> _Work to be completed_
Could you copy each line of the listing below that has the word "highway"?
___ Entries supplied ___
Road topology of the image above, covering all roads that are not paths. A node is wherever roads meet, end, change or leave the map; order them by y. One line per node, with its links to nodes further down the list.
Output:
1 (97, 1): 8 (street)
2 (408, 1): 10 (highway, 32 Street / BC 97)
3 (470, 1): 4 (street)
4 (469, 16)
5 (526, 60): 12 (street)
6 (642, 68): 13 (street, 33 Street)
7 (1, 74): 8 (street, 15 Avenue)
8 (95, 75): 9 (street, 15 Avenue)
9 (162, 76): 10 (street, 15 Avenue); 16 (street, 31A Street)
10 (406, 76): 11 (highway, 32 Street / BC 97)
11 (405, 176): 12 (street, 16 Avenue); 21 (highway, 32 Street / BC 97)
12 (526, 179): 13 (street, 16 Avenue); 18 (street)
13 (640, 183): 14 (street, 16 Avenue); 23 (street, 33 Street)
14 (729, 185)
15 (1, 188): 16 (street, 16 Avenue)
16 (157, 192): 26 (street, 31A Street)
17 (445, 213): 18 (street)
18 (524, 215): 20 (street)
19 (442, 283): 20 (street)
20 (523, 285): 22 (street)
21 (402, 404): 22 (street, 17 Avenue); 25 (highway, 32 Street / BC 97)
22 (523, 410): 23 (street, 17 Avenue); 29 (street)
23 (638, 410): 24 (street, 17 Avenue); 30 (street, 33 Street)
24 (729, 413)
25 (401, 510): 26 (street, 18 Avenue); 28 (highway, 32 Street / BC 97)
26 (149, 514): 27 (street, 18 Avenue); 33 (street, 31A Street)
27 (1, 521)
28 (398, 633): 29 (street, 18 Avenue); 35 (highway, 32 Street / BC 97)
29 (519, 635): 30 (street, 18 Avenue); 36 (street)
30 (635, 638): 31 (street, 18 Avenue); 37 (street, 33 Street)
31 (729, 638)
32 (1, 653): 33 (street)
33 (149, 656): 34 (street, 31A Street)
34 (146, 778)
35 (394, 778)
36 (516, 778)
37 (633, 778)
___
> _Answer space_
2 (408, 1): 10 (highway, 32 Street / BC 97)
10 (406, 76): 11 (highway, 32 Street / BC 97)
11 (405, 176): 12 (street, 16 Avenue); 21 (highway, 32 Street / BC 97)
21 (402, 404): 22 (street, 17 Avenue); 25 (highway, 32 Street / BC 97)
25 (401, 510): 26 (street, 18 Avenue); 28 (highway, 32 Street / BC 97)
28 (398, 633): 29 (street, 18 Avenue); 35 (highway, 32 Street / BC 97)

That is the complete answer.